Read the data below line by line and copy each one with "Lebuhraya" in it.
# # #
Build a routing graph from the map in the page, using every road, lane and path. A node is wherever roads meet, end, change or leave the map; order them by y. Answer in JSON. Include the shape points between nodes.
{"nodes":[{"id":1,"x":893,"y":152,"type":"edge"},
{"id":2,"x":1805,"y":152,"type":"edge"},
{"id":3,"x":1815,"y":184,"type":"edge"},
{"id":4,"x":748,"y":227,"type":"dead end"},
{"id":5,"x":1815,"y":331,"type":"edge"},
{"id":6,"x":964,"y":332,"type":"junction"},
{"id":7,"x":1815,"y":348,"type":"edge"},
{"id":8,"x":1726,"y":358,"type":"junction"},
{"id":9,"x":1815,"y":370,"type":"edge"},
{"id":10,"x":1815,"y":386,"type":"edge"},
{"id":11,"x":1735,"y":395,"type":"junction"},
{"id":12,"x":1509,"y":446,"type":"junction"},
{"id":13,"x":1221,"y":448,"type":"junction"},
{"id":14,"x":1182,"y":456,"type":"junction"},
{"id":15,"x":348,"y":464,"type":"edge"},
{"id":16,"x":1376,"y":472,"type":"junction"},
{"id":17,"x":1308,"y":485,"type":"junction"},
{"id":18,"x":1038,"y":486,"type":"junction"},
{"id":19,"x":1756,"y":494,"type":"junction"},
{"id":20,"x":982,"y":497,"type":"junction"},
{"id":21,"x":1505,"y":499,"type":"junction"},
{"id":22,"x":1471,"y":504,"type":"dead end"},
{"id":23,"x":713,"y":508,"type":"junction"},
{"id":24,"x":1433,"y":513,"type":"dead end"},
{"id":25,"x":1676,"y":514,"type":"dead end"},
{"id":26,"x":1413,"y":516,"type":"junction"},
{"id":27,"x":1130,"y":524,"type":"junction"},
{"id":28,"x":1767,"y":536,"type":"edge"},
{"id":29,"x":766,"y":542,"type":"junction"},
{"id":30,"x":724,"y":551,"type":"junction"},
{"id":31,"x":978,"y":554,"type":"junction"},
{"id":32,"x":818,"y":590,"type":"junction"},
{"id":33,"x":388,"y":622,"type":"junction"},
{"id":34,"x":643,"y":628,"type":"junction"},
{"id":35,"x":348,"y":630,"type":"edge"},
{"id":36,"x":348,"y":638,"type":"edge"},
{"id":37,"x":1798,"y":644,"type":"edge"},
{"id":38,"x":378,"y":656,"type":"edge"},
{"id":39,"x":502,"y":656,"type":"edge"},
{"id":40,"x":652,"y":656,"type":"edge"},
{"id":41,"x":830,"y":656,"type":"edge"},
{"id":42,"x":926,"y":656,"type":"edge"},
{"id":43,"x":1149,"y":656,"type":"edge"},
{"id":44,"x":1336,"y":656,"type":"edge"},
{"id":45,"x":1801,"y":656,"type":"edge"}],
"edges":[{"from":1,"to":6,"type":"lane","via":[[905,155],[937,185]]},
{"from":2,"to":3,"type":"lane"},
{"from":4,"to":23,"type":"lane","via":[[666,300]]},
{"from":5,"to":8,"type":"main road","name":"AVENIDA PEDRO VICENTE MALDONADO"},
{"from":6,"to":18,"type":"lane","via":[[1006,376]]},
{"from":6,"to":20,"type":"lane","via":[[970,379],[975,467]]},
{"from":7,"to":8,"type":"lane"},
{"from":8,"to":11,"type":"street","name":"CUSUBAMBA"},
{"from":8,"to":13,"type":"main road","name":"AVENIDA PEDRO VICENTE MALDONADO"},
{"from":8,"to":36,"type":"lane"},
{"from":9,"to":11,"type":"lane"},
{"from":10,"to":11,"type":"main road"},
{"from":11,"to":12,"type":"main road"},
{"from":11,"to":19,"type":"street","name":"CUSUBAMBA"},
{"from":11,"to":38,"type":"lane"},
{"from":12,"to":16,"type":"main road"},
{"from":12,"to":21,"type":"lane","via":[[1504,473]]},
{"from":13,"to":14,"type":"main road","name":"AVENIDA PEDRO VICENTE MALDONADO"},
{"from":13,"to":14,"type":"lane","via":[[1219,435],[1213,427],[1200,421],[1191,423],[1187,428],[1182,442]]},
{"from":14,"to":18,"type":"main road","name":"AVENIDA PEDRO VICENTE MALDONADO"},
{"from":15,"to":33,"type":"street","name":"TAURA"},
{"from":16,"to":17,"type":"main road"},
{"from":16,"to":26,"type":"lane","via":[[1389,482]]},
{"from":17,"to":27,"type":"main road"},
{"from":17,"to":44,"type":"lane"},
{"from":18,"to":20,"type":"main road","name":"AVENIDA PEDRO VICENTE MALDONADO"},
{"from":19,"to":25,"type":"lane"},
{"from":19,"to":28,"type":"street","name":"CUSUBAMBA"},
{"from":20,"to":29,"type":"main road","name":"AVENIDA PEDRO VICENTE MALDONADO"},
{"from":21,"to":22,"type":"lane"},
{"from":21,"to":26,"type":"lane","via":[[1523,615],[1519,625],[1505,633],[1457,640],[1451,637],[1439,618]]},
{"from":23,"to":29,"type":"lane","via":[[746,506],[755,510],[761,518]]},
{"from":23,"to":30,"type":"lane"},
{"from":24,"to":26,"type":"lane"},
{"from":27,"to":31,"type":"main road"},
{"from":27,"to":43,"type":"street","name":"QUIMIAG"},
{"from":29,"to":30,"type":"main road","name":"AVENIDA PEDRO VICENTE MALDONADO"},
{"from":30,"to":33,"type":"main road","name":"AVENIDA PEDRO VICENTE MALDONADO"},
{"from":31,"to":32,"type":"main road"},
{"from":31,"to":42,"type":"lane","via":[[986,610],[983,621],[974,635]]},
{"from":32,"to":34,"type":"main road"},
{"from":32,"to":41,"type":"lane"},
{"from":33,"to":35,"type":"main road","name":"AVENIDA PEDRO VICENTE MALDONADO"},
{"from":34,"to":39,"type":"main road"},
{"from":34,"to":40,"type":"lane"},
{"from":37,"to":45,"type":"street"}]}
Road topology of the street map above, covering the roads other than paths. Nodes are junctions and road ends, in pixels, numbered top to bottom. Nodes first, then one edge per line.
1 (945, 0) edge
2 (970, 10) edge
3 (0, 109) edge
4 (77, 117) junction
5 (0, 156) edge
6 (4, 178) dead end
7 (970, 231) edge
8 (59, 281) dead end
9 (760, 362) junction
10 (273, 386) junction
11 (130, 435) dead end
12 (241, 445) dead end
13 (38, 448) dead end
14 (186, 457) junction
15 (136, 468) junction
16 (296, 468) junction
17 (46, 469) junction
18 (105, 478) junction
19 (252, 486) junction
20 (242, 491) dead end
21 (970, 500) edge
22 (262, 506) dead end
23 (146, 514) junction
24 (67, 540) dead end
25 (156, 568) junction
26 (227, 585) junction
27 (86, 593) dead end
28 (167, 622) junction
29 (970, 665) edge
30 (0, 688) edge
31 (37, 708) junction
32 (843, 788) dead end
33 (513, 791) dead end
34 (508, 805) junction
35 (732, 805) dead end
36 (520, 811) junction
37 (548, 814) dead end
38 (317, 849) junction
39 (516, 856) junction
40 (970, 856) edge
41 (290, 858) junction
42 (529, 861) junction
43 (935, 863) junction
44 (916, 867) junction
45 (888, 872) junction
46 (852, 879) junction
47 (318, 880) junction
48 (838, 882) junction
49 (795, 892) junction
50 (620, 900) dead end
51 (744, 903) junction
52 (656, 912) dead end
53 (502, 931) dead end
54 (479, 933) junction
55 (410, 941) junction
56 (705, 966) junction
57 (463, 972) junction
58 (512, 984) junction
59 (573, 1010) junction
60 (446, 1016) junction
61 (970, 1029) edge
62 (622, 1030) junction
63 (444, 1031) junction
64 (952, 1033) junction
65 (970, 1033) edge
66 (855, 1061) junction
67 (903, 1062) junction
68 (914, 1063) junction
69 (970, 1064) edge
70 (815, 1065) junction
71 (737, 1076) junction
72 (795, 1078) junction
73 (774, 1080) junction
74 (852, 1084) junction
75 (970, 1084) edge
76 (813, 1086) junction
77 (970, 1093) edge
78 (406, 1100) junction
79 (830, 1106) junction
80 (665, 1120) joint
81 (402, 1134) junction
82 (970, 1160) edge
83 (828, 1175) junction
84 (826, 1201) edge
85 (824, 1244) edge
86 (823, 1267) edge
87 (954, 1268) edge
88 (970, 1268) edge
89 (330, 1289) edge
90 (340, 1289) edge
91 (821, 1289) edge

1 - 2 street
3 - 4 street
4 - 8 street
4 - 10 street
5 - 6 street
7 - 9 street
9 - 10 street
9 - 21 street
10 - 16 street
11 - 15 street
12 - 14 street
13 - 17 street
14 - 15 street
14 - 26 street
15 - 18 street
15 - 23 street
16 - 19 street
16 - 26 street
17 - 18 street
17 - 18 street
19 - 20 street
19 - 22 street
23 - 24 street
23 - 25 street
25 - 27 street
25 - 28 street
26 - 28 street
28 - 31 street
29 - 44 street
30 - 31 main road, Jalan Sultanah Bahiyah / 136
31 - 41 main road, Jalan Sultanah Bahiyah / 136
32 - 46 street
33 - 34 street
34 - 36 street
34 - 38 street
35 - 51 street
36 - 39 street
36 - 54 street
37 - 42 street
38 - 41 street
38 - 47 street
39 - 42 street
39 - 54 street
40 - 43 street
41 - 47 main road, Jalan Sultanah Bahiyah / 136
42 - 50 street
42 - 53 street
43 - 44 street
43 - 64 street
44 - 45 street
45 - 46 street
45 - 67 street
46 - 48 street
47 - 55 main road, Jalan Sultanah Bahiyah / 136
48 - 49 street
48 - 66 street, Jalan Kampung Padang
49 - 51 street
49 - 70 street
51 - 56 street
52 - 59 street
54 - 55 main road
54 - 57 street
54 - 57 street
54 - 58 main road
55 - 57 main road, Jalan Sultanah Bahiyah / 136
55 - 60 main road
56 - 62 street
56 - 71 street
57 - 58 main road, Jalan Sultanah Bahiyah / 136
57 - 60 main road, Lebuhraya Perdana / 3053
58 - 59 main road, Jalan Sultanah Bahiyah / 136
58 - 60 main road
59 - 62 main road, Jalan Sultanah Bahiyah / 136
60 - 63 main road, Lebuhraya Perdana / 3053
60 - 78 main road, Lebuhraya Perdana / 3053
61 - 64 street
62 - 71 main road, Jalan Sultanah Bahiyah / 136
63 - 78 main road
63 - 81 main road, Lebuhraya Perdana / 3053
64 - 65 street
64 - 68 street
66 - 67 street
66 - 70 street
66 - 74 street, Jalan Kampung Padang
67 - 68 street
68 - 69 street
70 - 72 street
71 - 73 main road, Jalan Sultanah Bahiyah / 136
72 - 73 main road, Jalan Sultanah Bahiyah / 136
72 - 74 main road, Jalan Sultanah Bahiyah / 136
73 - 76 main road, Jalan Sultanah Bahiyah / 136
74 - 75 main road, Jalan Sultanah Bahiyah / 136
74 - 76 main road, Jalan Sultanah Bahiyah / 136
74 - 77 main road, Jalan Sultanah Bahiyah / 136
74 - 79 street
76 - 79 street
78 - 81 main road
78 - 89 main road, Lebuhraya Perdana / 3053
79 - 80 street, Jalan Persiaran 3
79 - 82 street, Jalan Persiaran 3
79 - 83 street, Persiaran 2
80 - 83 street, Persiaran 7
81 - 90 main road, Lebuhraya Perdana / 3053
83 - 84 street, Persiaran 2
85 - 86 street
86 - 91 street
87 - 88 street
# # #
#### [Solution to this task]
57 - 60 main road, Lebuhraya Perdana / 3053
60 - 63 main road, Lebuhraya Perdana / 3053
60 - 78 main road, Lebuhraya Perdana / 3053
63 - 81 main road, Lebuhraya Perdana / 3053
78 - 89 main road, Lebuhraya Perdana / 3053
81 - 90 main road, Lebuhraya Perdana / 3053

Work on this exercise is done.